PROBLEM TO WORK ON
Out of the records below, copy all lines in which the word "dead" occurs.

MATERIAL PROVIDED
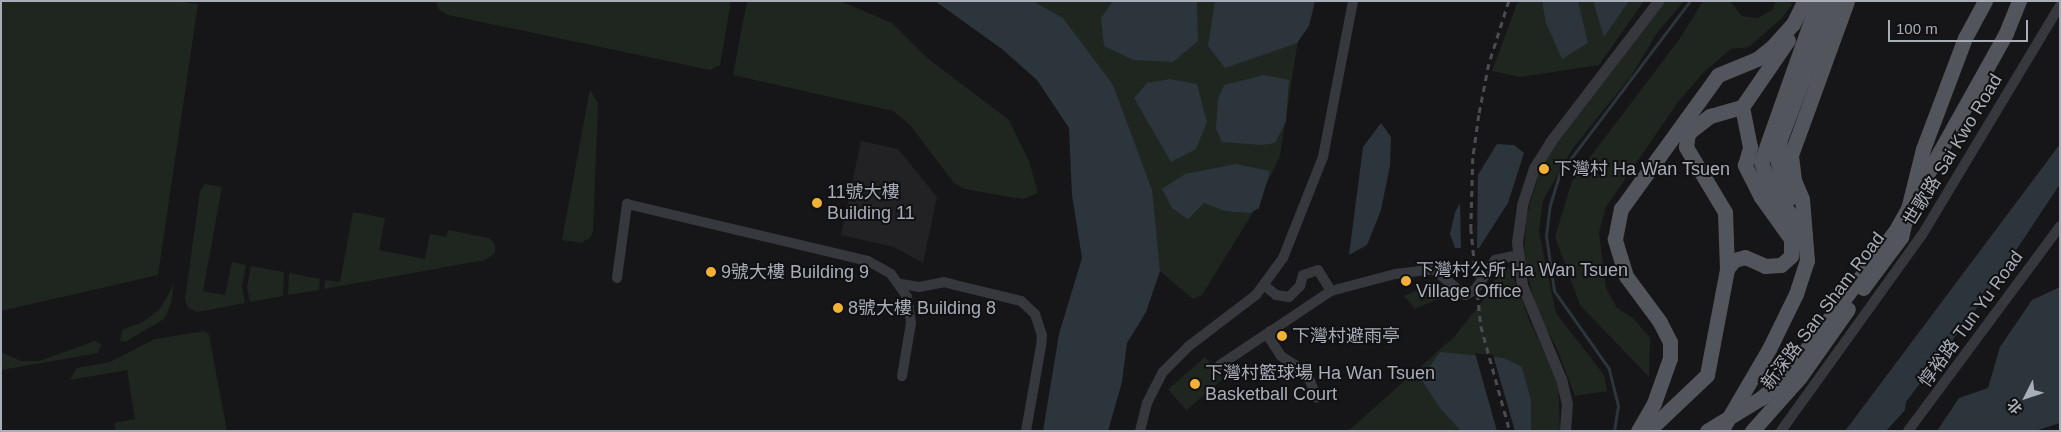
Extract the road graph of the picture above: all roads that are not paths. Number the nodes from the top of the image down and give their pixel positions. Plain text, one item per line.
1 (1353, 1) edge
2 (1658, 1) edge
3 (1818, 1) edge
4 (1833, 1) edge
5 (1847, 1) edge
6 (1970, 1) edge
7 (1985, 1) edge
8 (2019, 1) edge
9 (1804, 4) edge
10 (2060, 5) edge
11 (1972, 23) junction
12 (1742, 107) junction
13 (2060, 226) edge
14 (1807, 239) junction
15 (1518, 255) junction
16 (1727, 269) junction
17 (617, 278) dead end
18 (901, 284) junction
19 (1265, 286) junction
20 (1331, 291) junction
21 (1270, 331) junction
22 (1220, 365) dead end
23 (902, 376) dead end
24 (1786, 376) junction
25 (1317, 398) dead end
26 (1026, 431) edge
27 (1140, 431) edge
28 (1566, 431) edge
29 (1638, 431) edge
30 (1648, 431) edge
31 (1707, 431) edge
32 (1721, 431) edge
33 (1751, 431) edge
34 (1781, 431) edge
35 (1908, 431) edge

1 - 19 street
2 - 15 street
3 - 14 main road
4 - 14 main road, 新深路 San Sham Road
5 - 14 main road, 新深路 San Sham Road
6 - 11 main road, 新深路 San Sham Road
7 - 11 main road, 新深路 San Sham Road
8 - 24 main road, 新深路 San Sham Road
9 - 12 main road
9 - 29 main road
10 - 34 street, 世歌路 Sai Kwo Road
11 - 33 main road, 新深路 San Sham Road, bridge
12 - 16 main road
12 - 16 main road
13 - 35 street, 惇裕路 Tun Yu Road
14 - 32 main road, 新深路 San Sham Road, bridge
15 - 20 street
15 - 28 street
16 - 30 main road
17 - 18 street
18 - 23 street
18 - 26 street
19 - 20 street
19 - 27 street
20 - 21 street
21 - 22 street
21 - 25 street
24 - 31 main road, 新深路 San Sham Road
24 - 33 main road, 新深路 San Sham Road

RESULT FOR THIS TASK
17 (617, 278) dead end
22 (1220, 365) dead end
23 (902, 376) dead end
25 (1317, 398) dead end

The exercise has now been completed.